Alors que la réglementation amiante avant travaux concernant les ouvrages de génie civil, les infrastructures de transport et les réseaux progressera de nouveau dès le 1er juillet 2026 avec l’entrée en vigueur complète de l’arrêté du 4 juin 2024, deux nouveaux documents de référence viennent d’être publiés à l’attention des donneurs d’ordre et des professionnels du secteur. Parus en mars 2026 sous l’égide du CEREMA (Centre d’études et d’expertise sur les risques, l’environnement, la mobilité et l’aménagement), ces guides s’adressent respectivement aux maîtres d’ouvrage des travaux et aux opérateurs de repérage amiante avant travaux (RAAT) afin de mieux leur faire comprendre et appliquer la norme NF X46-102 de 2020 devenue obligatoire.

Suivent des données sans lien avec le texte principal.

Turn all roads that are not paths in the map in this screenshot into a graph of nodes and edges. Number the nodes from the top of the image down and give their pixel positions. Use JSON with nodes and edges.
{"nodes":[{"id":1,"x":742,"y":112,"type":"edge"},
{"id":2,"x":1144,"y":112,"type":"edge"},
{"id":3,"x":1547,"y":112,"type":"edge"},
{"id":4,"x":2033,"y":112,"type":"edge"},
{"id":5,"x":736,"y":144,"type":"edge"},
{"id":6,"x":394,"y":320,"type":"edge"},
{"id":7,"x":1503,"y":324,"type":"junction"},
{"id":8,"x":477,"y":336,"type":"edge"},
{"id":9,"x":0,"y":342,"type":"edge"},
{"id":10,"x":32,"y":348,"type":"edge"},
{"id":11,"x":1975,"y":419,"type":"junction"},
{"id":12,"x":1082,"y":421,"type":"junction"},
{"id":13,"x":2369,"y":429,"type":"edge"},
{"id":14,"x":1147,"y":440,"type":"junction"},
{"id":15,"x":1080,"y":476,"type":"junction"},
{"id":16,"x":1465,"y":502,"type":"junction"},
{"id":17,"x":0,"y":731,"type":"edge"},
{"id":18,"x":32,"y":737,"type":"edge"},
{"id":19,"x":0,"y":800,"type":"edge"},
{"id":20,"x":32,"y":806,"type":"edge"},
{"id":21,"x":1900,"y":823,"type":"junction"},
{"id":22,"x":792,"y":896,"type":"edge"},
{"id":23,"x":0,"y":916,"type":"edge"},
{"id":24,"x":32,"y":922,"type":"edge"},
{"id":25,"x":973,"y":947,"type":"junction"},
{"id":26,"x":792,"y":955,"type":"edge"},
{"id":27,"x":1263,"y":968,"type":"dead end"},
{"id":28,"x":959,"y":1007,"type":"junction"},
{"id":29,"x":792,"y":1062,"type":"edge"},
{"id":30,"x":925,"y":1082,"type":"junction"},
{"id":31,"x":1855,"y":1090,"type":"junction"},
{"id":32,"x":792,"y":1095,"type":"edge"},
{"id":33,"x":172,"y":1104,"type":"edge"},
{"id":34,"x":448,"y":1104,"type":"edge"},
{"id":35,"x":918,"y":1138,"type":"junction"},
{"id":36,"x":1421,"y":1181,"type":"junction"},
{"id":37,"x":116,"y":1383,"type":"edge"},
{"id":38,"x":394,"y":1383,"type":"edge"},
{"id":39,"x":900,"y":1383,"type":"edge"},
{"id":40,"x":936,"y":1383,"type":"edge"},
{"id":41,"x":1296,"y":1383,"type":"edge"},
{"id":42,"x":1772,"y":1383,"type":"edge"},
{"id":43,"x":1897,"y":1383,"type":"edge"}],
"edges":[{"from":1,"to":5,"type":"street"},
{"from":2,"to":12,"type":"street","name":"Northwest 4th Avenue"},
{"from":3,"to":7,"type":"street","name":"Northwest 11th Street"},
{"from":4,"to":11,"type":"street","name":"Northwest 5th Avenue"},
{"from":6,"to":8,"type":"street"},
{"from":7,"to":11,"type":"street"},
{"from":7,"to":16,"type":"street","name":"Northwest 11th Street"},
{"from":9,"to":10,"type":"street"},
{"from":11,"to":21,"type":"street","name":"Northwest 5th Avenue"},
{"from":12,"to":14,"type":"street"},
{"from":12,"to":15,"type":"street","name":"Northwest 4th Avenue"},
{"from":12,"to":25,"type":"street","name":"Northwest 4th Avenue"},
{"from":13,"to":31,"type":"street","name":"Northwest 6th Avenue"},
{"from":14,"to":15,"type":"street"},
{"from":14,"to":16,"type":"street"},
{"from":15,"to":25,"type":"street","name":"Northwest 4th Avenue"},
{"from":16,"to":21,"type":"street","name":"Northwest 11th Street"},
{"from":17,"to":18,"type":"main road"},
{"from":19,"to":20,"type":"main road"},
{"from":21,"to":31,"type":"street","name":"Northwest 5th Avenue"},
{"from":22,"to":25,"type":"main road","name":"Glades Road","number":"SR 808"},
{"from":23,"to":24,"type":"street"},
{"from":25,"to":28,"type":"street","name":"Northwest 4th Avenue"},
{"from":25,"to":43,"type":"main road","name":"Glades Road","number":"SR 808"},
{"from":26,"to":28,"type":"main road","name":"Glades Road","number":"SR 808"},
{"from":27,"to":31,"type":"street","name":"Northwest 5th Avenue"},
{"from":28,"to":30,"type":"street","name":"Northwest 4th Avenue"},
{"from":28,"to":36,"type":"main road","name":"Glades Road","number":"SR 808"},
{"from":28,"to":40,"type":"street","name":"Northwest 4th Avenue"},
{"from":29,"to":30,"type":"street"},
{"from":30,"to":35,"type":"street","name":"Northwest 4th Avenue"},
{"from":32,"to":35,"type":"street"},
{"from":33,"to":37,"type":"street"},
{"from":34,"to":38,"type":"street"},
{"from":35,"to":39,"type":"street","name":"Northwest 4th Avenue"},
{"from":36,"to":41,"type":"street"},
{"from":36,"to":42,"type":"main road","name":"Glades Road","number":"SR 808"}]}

Voici un aperçu sommaire de leur contenu et de leurs répercussions sur vos projets de travaux.
Amiante dans les enrobés bitumineux en 2026 : que doivent retenir les donneurs d’ordre ?
Jusqu’ici la complexité du cadre normatif introduit par la norme NF X46-102 de 2020 pouvait freiner certains maîtres d’ouvrage dans la bonne compréhension de leurs obligations. Le premier guide publié par le CEREMA en mars 2026 lève une grande partie de ces difficultés. Il rappelle que cette norme, contrairement à beaucoup d’autres, revêt un caractère obligatoire dans le champ réglementaire actuel. Pour rappel, tout donneur d’ordre doit s’assurer qu’un repérage amiante est conduit avant le lancement de travaux sur les ouvrages de génie civil, des infrastructures de transport ou des réseaux. Les travaux à effectuer au sein des enrobés routiers sont donc concernés. Ce nouveau guide insiste sur la nécessité de transmettre en amont un maximum d’informations à l’opérateur de repérage amiante, de ne pas céder à la logique du moins-disant lors du choix du prestataire et d’intégrer pleinement cette étape dès les premières phases du projet. Les conséquences d’un repérage amiante insuffisant sont lourdes : arrêt de chantier, surcoûts importants et mise en cause de la responsabilité juridique du donneur d’ordre.
Amiante au sein des enrobés routiers et aussi HAP, une autre recherche à ne pas négliger
Le repérage de l’amiante et la recherche d’hydrocarbures aromatiques polycycliques (HAP) sont intimement liés et partagent une même logique en matière de prévention des risques professionnels. En effet, il s’agit d’identifier en amont deux substances dangereuses qui peuvent avoir un impact sur la santé des travailleurs, en raison notamment de leur caractère cancérogène. Il faut aussi organiser le traitement de ces déchets toxiques. Sur les chantiers de voirie et de réseaux, ces deux types de polluants se retrouvent fréquemment associés. Les enrobés bitumineux, fabriqués avant les années 1990, contiennent souvent des teneurs élevées en HAP, ce qui rend leur extraction ou leur fraisage particulièrement risqués en l’absence de mesures de protection. Faire appel à un diagnostiqueur immobilier professionnel certifié en repérage de l’amiante et des HAP, c’est avoir la garantie de disposer d’une identification globale des risques professionnels avant la réalisation de vos travaux de voirie. C’est aussi s’assurer que l’intervention de cet expert sera conforme aux exigences des guides du CEREMA comme à la nouvelle réglementation qui entrera en vigueur à l’été 2026.